Click on any picture below to see a larger version.

  1. When we were getting started, it was cloudy (foggy) and a bit windy and frankly a bit freezing. I hadn't brought a sensible jacket mit, but I was able to buy a Jasper Ridge sweatshirt from inside the research center! It got plenty sunny and warm later, but I was glad to carry the sweatshirt. Actually it's quite nice.

  2. I love live oaks. You can see the ridge layer of fog/clouds rolling in and slowly burning off.

  3. The same tree, and, well, practically the same shot.
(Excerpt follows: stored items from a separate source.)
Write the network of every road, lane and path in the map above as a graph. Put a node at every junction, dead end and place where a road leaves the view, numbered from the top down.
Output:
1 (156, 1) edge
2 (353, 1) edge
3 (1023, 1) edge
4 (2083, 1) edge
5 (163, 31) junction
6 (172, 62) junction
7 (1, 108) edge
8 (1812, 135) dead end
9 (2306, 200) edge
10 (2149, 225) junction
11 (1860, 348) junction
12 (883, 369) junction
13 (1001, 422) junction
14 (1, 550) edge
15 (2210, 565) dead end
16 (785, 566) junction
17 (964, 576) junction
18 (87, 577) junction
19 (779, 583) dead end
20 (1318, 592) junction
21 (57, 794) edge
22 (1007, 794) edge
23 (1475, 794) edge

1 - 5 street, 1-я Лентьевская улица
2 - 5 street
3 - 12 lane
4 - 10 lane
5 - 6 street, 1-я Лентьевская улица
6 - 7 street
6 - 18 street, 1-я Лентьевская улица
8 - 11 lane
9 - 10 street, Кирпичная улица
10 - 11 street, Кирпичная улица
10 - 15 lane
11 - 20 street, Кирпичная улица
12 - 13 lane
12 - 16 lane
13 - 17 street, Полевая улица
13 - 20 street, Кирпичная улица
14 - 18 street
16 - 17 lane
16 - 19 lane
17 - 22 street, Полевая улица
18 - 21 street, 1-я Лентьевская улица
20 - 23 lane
Fiercer editors than I would just delete one of them.

  4. The innocent gray box in the meadow is measuring deep down seismic waves and sending them down to Stanford and to the Menlo Park USGS. They theorize spikes in some sort of activity down there in the earth's crust (I've already forgotten what type of activity) might signal an earthquake "minutes to hours" in advance. The ethical dilemma is what to do with the information should a major earthquake be predicted by this monitoring. Is it better to freak everyone out and clog the freeways, or try to encourage people to be aware and prepared but please stay put?)

  5. The solar panels power a bat tracking system. There are 65 research projects at Jasper Ridge.

  6. A tunnel of trees.

  7. Rat's nest.

  8. Perfect example of a multi-generation rat's nest built of twigs and branches. They build little rooms inside the larger structure.

  9. Noch ein mal.

  10. This one's for Mike. This shows (I think) the lava pedigree of this hillside.

  11. An unsuccessful attempt to photograph the compelling blanket of fog that rolls over the ridge on days like these.

  12. Soap plant, which the Indians/Native Americans dug up for the soapiness of the root. They ground the root up and threw it into streams, which made the fish float to the top for easy pickings.

  13. Thirty years ago, Jasper Ridge was a public park and swimming hangout. This tree used to hold a sign saying "No Swimming Here". The tree has grown around the sign.